First-Person Shooter: Doom and/or Quake.
On the other hand, the genre didn't evolve much, if at all, until Half-Life came along and revolutionized the genre; that is, there was a little more to the game than "run through a level killing everything on the way to the end, then repeat when dropped off in the next level". The Half-Life world, save for a few moments to load areas (no loading screen) was sweetly seamless, the characters you interacted with had real personalities, and let's not forget the awe-inspiring presence of the G Man.
Yeah... screw Doom and Quake, I'm lining up with Half-Life.

Action/Adventure: Zelda.
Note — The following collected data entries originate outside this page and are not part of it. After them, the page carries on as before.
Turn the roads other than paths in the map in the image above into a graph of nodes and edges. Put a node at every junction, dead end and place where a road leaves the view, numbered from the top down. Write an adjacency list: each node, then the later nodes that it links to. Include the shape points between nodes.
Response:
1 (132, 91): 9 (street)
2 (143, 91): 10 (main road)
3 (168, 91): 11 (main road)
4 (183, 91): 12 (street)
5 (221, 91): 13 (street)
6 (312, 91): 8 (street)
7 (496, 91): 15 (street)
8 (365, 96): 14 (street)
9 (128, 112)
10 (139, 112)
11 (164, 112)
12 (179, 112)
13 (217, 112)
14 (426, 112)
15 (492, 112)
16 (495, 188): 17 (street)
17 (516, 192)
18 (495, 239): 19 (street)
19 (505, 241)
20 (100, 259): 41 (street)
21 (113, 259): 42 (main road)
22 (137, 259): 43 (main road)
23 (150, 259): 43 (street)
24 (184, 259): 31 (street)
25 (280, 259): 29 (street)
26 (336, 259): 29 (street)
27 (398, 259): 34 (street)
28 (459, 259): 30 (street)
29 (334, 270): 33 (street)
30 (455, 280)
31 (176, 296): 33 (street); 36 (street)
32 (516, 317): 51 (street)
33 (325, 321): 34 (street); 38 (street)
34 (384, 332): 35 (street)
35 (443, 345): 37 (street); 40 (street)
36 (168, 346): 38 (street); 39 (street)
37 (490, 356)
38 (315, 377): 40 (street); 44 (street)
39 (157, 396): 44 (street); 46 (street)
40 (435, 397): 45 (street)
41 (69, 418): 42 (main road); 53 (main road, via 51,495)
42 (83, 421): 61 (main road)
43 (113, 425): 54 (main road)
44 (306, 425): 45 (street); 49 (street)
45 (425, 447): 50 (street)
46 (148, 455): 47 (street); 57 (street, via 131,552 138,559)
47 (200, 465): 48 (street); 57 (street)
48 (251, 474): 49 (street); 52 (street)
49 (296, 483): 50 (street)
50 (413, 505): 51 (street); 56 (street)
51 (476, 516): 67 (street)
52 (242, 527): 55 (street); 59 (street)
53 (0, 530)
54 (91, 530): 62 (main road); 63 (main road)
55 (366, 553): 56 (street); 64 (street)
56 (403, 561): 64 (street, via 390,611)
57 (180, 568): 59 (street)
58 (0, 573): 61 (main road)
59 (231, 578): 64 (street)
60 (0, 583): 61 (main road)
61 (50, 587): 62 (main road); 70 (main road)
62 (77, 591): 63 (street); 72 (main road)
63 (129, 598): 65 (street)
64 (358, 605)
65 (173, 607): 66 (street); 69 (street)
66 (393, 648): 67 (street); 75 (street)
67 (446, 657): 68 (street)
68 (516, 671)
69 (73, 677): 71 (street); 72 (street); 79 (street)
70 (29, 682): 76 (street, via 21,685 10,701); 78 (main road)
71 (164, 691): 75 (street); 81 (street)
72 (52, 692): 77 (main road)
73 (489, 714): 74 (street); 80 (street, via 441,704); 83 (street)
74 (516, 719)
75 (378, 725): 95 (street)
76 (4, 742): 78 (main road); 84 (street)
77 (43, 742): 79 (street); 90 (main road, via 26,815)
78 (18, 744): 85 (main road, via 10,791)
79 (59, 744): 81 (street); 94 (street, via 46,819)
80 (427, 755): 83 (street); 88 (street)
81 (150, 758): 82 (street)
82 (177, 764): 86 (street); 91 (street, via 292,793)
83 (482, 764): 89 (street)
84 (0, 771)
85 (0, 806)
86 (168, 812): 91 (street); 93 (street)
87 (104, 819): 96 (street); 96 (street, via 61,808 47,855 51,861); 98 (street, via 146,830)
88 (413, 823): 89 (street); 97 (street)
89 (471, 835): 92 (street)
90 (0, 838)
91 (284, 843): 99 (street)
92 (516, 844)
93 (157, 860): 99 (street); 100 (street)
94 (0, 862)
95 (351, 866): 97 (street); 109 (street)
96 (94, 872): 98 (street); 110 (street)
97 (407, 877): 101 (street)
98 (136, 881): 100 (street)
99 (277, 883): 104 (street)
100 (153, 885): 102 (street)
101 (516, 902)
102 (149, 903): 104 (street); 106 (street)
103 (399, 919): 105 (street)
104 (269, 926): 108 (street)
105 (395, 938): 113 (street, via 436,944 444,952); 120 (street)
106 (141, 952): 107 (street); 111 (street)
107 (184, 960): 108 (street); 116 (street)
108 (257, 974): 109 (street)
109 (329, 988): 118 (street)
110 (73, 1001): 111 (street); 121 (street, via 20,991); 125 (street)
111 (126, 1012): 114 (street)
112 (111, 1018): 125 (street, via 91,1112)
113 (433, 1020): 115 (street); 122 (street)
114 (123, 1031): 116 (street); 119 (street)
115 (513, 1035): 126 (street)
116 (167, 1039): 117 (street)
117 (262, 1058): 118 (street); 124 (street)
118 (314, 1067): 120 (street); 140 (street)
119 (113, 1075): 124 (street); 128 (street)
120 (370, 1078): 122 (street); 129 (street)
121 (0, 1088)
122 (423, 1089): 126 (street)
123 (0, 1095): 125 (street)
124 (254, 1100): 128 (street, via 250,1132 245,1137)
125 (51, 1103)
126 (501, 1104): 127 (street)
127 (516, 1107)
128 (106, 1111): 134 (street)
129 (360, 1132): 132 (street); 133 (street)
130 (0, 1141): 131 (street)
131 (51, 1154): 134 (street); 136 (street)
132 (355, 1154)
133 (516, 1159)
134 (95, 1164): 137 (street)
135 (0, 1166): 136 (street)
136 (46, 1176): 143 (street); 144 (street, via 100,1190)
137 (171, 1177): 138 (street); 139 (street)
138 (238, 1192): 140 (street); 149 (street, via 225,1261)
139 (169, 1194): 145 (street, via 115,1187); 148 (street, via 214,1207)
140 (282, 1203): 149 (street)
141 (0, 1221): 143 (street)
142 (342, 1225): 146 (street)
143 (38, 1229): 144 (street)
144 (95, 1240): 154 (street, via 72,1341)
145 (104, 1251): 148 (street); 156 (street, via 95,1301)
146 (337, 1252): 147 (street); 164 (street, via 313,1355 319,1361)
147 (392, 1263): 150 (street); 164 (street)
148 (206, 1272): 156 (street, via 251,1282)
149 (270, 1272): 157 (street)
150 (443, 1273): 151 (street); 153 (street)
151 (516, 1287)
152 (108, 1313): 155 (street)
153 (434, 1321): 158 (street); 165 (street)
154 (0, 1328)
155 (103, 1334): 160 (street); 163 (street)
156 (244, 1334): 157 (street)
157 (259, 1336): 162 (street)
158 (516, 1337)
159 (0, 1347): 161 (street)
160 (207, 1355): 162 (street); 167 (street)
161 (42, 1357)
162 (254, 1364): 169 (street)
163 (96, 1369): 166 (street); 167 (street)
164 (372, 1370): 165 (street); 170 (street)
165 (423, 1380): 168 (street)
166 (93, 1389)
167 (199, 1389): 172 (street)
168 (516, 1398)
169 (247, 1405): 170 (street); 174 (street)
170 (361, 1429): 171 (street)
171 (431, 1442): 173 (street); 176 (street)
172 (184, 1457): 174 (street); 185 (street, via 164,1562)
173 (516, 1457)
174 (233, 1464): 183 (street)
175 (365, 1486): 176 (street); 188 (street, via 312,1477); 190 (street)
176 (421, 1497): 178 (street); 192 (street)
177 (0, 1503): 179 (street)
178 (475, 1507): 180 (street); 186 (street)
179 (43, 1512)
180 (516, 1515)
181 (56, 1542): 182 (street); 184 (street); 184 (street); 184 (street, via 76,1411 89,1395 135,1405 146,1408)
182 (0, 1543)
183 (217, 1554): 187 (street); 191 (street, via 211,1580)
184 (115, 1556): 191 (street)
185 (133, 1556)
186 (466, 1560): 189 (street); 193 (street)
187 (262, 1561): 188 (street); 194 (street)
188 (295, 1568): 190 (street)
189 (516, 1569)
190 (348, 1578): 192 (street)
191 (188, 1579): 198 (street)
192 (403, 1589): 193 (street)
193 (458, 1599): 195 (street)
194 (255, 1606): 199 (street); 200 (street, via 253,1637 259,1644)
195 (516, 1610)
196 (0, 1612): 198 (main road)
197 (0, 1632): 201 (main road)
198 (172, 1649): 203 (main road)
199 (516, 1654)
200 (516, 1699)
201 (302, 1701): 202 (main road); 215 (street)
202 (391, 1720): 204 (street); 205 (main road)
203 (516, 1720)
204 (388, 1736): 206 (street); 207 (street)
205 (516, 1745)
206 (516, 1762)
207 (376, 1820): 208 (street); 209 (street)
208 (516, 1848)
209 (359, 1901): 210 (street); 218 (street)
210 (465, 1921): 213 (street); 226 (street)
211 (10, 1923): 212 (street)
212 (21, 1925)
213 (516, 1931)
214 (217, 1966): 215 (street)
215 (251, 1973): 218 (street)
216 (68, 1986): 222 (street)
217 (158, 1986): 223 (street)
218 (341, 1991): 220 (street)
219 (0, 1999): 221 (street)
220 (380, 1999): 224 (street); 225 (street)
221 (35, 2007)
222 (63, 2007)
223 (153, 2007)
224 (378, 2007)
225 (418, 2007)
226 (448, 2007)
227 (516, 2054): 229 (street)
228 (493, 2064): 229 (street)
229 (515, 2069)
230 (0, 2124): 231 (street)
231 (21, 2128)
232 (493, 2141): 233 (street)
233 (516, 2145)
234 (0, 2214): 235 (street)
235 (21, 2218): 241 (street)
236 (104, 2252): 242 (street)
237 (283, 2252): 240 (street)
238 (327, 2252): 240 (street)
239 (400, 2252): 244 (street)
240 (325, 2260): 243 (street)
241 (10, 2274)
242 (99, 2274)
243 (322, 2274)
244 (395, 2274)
For all the flack the series has taken in recent years for its apparent lack of innovation, it's still the reigning champion of the genre, and nobody can deny that.

Japanese RPG: Final Fantasy. For all the flack the series has taken in recent years for its innovation, etcetera etcetera. Seriously though, it's the measuring stick against which other JRPGs are measured.

Western RPG: Little harder to define, mostly because I don't know much about Bioware's earlier games. However, the first title that comes to mind would have to be Mass Effect. Someone kindly correct me.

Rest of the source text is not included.